Thus far, it was unclear which Cdk1-regulated factors direct the timing of k-MT attachment stabilization. Our results reveal that PRC1 and KIF4 each fit this role. PRC1 is a Cdk1 substrate that is repressed by phosphorylation of both Thr470 and Thr481 during prometaphase, preventing its oligomerization and microtubule bundling activity27,36,44. The inability to phosphorylate PRC1 causes defects in chromosome alignment and an arrest in mitosis36. Remarkably, our results support a cytokinesis-independent role of PRC1 in cell survival after Cdk1 inhibition: we find that PRC1-1 is the key PRC1 splice variant that contributes to RO-3306 sensitivity from prometaphase onwards. The localization of PRC1-1 drastically changes upon partial inhibition of Cdk1, from microtubules at overlapping spindle halves, to both polar and astral microtubules.

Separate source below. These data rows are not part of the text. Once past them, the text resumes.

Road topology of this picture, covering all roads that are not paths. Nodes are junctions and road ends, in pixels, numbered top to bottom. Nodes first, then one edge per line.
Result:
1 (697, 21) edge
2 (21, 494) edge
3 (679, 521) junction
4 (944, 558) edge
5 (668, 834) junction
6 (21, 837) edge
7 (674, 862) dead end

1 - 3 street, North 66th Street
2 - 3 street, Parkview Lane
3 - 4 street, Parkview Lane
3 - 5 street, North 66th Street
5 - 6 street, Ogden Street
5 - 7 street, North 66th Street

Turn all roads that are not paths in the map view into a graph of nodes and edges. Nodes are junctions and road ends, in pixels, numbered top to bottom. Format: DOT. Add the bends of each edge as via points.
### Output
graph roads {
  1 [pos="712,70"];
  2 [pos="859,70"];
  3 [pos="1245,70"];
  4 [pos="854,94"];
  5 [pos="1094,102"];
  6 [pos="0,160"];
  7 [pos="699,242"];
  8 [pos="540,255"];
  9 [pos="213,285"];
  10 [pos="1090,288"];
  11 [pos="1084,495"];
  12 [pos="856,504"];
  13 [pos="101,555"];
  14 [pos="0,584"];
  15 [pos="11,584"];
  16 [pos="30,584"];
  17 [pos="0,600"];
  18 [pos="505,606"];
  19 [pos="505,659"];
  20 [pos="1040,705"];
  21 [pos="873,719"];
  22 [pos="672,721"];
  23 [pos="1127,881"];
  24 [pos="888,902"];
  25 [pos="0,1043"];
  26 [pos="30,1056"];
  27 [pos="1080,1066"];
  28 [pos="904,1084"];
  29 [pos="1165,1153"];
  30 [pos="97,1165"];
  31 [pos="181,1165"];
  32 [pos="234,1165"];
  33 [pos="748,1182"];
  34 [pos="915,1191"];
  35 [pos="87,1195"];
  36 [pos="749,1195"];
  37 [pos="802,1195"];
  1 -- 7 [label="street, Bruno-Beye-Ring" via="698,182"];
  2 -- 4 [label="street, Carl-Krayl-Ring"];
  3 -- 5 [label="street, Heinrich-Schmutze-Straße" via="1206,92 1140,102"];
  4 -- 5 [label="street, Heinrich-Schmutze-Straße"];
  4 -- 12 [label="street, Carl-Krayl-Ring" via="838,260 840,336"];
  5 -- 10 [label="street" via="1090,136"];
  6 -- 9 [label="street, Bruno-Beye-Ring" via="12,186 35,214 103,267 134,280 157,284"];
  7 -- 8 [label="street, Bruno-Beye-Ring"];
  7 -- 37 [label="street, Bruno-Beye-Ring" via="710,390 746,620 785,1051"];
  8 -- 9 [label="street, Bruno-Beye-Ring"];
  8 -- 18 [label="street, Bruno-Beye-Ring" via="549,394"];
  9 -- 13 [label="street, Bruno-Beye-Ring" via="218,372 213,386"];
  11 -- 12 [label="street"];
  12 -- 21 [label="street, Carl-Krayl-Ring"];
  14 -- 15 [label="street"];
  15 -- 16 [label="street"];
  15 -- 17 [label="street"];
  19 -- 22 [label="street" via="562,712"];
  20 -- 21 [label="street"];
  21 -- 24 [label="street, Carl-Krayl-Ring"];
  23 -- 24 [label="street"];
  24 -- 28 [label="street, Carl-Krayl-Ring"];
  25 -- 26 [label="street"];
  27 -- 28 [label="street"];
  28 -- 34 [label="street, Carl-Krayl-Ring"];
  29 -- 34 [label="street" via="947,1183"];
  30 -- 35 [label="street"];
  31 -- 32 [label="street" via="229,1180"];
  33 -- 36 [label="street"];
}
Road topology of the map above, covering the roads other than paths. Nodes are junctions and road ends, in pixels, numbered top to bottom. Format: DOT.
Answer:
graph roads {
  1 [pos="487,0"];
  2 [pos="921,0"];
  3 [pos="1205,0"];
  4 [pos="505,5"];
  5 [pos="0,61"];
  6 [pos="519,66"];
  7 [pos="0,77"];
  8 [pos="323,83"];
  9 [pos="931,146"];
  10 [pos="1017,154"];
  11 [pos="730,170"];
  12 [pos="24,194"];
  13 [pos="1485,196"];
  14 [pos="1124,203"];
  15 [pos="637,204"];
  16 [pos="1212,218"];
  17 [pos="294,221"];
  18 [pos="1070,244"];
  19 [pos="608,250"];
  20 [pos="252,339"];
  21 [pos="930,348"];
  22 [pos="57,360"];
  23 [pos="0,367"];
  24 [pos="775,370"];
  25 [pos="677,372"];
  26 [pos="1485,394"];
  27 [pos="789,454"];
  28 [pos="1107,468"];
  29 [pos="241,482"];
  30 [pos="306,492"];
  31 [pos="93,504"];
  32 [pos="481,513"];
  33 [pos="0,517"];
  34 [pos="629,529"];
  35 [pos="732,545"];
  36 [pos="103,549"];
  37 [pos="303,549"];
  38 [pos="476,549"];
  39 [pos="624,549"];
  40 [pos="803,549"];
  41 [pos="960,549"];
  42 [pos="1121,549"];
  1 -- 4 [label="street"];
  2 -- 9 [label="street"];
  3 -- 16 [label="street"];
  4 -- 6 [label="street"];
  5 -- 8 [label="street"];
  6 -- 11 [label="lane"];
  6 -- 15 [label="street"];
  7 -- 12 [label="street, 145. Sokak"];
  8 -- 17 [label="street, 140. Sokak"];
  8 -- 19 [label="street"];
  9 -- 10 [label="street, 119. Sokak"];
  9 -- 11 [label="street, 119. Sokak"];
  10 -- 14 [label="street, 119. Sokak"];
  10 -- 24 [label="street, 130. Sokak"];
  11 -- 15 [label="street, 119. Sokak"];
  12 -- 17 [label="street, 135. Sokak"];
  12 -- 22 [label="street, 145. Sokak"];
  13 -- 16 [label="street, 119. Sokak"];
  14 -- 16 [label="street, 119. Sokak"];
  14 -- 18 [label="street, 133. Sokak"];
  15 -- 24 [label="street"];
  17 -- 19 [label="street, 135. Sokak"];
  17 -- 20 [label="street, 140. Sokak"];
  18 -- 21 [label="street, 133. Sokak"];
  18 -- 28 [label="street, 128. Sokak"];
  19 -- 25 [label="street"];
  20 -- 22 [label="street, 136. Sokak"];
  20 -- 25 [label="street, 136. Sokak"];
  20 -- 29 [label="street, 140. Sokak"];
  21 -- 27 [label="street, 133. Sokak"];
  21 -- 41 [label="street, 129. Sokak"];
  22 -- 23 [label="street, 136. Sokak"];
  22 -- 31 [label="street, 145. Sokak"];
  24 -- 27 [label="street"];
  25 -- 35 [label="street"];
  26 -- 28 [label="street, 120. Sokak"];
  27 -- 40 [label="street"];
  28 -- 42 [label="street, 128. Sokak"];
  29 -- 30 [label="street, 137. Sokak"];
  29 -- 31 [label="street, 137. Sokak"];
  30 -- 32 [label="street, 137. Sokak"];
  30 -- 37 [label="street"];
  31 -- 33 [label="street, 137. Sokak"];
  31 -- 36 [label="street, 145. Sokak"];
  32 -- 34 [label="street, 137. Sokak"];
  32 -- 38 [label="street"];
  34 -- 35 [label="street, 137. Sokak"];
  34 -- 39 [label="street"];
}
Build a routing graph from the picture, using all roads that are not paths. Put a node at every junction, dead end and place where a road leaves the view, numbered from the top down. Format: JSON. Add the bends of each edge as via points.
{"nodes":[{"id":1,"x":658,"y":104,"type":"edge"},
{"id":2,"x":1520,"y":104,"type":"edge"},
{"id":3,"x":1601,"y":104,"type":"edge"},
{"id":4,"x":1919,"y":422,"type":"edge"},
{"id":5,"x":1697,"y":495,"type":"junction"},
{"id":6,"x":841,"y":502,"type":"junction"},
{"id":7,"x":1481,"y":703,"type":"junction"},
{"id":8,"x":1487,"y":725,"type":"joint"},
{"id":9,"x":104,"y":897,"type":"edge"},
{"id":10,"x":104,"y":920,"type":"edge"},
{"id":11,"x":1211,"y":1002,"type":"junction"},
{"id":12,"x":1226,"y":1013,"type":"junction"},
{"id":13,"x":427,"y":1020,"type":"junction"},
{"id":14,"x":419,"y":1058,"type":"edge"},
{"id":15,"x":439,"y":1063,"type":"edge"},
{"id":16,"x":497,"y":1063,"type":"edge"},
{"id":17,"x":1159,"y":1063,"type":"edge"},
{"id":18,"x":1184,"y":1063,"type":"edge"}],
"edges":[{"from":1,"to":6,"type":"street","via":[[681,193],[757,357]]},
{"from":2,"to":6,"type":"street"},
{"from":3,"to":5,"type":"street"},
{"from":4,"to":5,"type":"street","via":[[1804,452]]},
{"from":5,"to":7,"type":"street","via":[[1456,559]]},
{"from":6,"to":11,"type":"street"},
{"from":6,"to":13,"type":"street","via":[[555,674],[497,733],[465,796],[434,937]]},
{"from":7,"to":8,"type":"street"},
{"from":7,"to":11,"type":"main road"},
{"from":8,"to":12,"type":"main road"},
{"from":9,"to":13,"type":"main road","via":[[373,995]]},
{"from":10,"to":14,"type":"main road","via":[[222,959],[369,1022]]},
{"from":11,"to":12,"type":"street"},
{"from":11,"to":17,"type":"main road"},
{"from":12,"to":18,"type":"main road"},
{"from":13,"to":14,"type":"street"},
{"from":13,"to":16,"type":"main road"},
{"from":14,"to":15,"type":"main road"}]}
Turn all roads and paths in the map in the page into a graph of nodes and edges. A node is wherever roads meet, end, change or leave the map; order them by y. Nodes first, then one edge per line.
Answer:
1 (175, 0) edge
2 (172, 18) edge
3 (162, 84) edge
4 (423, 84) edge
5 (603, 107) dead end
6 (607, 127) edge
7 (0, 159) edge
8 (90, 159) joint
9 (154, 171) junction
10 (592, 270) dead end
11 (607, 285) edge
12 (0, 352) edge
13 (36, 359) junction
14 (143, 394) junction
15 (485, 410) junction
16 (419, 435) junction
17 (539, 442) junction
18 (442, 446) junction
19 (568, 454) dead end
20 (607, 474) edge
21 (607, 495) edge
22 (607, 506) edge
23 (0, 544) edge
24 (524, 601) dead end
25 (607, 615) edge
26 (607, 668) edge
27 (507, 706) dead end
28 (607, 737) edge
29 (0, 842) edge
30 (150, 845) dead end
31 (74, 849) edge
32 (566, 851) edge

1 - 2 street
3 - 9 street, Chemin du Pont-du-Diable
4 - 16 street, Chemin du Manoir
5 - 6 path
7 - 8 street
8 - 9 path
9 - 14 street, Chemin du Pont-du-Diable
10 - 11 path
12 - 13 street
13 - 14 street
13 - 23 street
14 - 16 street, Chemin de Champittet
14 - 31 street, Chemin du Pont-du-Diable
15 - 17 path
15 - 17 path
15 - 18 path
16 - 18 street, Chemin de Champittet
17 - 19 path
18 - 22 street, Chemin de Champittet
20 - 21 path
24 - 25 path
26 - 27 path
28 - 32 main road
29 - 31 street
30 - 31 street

KIF4 has a binding preference for dephosphorylated PRC1, so the interaction between KIF4 and PRC1 normally occurs after cyclin B destruction and PP2A-B55 activation34,45. Thus far, we have no evidence for direct control of KIF4 by Cdk1. We hypothesize that, under conditions of Cdk1 inhibition, KIF4 reduces the growth of anti-parallel microtubule overlaps, formed by PRC1 in prometaphase. This suppresses the dynamic growth of microtubule plus-ends, leading to an inability to capture chromosomes and congress them to the metaphase plate.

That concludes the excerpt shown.